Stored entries

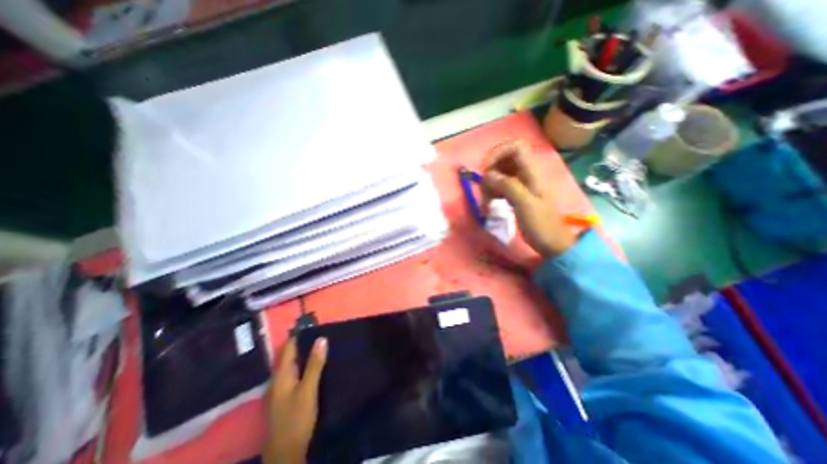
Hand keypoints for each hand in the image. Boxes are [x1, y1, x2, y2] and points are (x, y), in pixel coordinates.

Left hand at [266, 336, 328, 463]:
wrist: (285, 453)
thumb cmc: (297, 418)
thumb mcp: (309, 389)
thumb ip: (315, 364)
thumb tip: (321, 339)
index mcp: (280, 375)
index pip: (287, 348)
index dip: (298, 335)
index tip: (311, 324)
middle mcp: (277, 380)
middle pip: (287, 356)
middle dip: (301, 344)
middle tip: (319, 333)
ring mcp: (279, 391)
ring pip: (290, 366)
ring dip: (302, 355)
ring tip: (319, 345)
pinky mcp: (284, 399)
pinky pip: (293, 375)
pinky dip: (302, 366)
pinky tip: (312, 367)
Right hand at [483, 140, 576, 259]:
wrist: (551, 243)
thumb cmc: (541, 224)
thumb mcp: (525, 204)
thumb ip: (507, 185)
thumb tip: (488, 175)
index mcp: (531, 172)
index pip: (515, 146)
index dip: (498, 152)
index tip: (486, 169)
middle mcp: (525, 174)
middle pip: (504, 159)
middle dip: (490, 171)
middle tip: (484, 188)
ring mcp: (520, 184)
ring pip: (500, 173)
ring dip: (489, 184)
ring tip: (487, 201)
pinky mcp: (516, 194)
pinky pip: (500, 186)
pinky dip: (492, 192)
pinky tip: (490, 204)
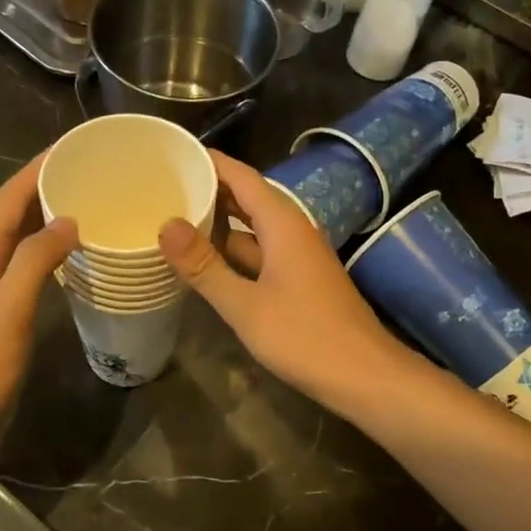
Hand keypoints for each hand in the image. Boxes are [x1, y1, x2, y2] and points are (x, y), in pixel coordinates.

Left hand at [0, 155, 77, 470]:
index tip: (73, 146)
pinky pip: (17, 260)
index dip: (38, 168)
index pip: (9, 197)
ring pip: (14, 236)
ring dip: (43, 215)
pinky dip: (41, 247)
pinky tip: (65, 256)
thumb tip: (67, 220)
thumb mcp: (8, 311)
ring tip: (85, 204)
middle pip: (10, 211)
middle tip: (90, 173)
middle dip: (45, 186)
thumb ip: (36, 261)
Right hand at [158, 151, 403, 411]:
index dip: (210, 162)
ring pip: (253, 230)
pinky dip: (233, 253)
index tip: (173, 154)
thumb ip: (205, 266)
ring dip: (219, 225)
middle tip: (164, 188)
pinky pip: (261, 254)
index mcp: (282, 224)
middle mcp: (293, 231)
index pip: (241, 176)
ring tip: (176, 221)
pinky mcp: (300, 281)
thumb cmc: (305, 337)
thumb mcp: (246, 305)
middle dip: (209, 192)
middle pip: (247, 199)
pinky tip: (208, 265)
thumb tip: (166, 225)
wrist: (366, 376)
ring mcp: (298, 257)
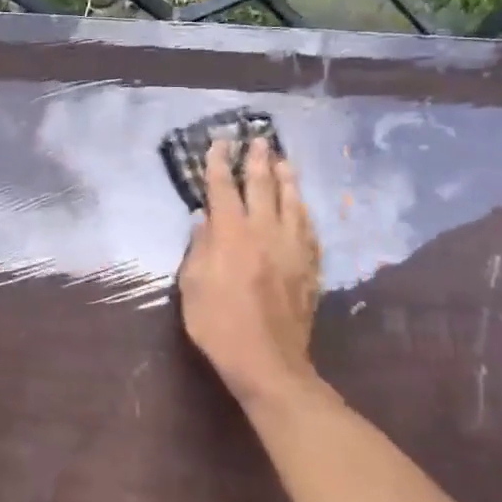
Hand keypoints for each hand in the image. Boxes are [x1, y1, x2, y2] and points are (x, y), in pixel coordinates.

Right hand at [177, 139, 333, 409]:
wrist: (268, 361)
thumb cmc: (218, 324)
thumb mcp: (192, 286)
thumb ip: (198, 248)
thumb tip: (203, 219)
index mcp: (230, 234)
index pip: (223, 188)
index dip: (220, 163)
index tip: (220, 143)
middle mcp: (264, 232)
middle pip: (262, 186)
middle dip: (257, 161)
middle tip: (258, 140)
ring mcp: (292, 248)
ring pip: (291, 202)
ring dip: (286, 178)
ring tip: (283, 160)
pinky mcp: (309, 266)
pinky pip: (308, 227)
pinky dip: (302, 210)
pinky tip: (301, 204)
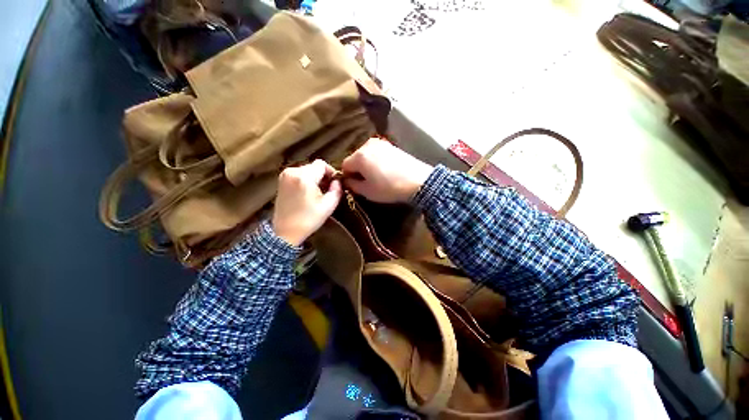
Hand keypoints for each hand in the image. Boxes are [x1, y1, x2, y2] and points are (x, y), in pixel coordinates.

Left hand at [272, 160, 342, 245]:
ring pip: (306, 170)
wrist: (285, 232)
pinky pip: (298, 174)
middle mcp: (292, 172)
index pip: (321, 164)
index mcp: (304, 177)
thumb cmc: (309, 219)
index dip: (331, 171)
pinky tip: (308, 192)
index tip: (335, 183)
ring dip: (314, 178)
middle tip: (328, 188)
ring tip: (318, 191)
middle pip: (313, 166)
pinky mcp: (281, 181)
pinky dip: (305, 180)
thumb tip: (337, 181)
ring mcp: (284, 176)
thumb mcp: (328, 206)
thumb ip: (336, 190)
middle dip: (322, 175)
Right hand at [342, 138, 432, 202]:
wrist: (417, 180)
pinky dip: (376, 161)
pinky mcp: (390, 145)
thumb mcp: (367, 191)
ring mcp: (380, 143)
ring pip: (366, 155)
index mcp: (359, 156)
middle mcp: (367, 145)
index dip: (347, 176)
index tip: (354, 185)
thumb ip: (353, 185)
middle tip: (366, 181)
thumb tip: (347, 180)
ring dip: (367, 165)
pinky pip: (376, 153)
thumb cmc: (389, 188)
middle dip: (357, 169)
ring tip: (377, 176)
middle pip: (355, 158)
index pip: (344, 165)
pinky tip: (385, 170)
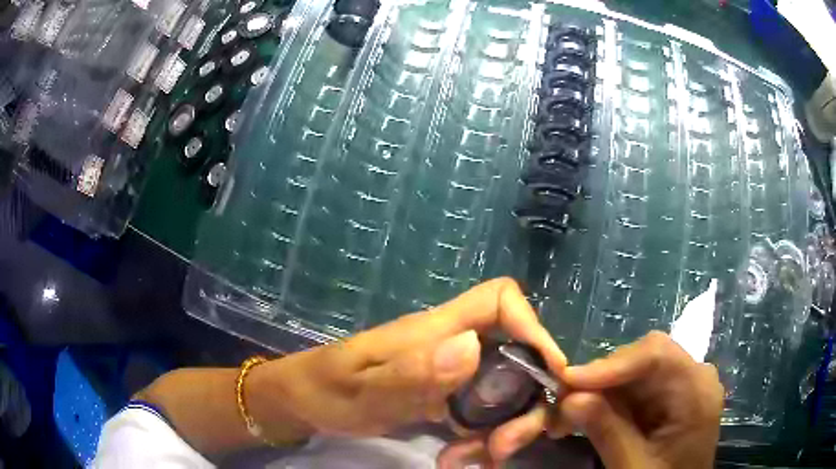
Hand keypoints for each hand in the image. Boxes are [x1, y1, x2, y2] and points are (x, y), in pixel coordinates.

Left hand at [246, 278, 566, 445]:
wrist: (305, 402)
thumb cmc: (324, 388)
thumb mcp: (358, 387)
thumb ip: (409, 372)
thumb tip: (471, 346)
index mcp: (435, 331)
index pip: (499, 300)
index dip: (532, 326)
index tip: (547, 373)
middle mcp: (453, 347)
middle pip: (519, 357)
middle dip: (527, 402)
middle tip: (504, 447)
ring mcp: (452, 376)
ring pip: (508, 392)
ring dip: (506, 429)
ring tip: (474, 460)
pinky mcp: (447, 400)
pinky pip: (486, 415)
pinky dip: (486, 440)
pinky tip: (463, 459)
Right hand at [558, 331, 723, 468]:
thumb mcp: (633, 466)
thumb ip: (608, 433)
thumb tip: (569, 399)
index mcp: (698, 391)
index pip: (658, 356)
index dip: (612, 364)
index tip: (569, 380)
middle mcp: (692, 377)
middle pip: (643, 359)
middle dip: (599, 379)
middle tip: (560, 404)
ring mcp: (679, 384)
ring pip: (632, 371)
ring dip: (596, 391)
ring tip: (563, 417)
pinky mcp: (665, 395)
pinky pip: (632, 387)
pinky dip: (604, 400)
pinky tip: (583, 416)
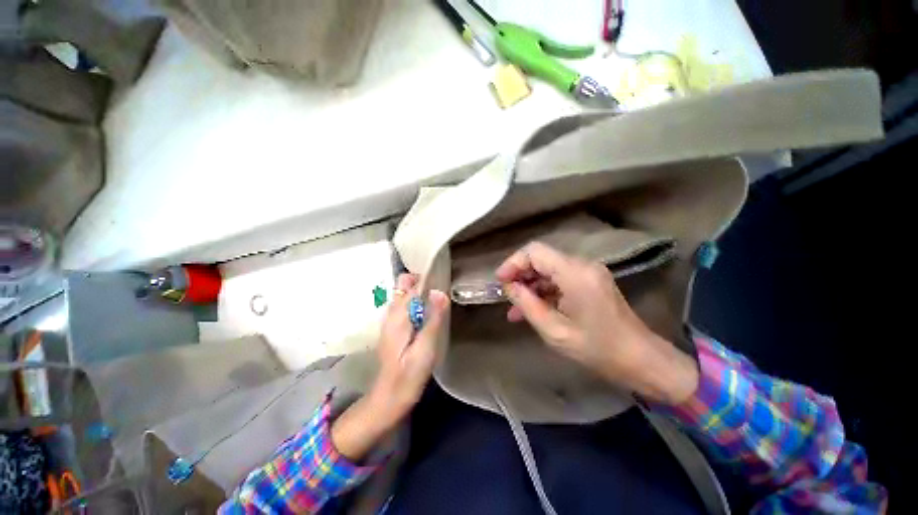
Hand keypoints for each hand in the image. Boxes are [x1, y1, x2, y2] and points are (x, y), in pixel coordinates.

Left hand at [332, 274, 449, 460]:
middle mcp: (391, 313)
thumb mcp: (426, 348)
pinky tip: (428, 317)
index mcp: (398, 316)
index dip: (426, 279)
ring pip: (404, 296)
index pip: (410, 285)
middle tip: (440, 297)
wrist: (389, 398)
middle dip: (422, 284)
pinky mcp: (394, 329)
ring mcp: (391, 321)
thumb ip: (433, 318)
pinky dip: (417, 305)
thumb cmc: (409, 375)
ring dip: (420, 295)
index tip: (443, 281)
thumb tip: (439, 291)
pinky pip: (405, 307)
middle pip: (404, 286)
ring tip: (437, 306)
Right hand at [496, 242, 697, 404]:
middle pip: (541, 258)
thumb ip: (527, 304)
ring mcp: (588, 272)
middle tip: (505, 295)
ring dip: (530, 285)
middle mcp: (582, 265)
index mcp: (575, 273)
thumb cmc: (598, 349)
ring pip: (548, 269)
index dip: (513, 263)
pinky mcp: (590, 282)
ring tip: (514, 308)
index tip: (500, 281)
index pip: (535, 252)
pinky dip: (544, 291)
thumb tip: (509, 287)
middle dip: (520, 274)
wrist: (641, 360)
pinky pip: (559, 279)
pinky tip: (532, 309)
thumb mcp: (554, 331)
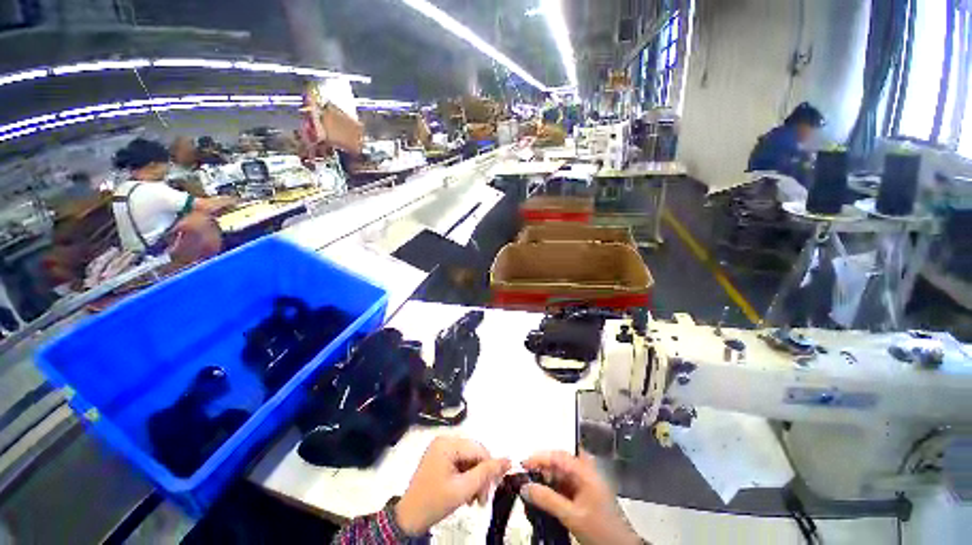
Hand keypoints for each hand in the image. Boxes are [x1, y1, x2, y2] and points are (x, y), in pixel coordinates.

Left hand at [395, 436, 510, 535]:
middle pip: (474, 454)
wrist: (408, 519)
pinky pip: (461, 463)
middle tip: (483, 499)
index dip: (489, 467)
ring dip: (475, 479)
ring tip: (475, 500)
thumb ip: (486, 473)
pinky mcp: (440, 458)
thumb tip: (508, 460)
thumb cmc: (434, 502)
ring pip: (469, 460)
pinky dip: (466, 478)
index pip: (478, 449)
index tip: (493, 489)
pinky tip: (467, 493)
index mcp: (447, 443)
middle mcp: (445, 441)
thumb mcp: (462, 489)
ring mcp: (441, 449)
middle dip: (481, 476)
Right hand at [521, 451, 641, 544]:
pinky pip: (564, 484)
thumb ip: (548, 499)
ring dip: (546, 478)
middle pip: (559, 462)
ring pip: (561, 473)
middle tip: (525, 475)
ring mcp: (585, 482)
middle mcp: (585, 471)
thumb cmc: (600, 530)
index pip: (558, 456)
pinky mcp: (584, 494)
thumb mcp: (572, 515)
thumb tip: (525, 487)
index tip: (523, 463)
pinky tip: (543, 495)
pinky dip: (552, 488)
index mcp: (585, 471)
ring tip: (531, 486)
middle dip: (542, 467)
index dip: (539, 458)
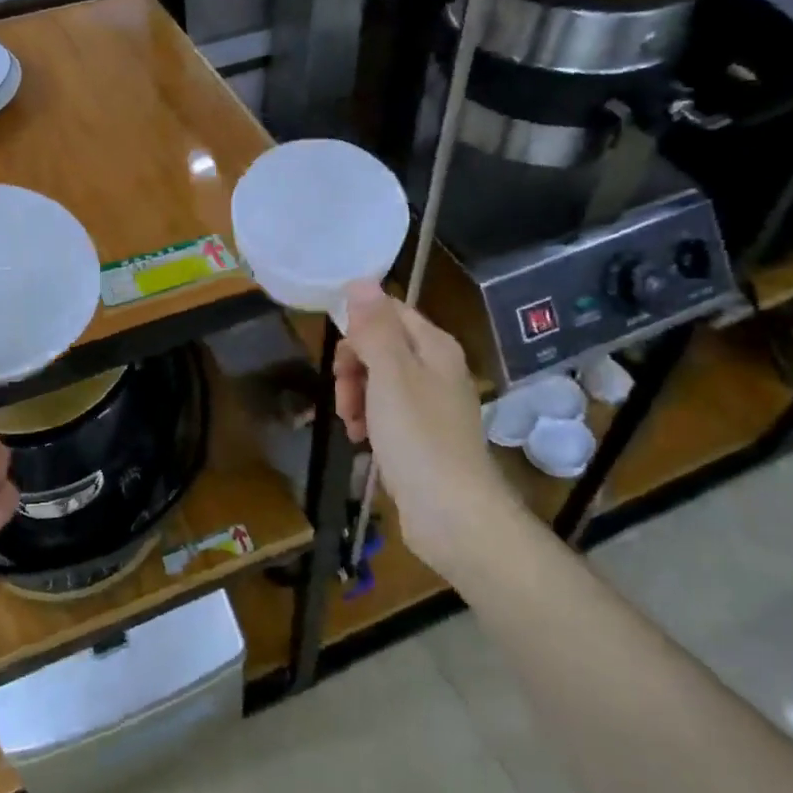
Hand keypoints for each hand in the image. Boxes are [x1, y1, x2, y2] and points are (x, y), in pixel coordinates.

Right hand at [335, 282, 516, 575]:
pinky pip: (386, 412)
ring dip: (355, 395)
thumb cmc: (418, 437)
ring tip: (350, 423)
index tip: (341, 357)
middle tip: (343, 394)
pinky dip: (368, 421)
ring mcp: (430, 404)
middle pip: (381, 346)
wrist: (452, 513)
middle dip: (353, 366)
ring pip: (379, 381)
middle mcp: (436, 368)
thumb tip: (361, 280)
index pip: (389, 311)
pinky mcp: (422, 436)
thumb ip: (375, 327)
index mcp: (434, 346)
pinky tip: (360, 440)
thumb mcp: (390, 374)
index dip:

**The task**: An exact printout of the entries is wanted, covering the first line through the line holding "middle dip: (301, 344)", with pictures kept out of it.

**Result**:
Hand keypoints for each hand in the image. Boxes are [x1, y1, x2, y2] and points are (x, y), in pixel coordinates.

Left hand at [266, 336, 328, 463]:
wrist: (285, 453)
thumb cmc: (297, 418)
thumb mcp: (309, 389)
thumb ip: (315, 364)
thumb tip: (321, 339)
index mcp: (280, 375)
index pip: (287, 348)
index dip: (298, 335)
index tip: (311, 324)
middle mcp: (277, 380)
middle pip: (287, 356)
middle dip: (301, 344)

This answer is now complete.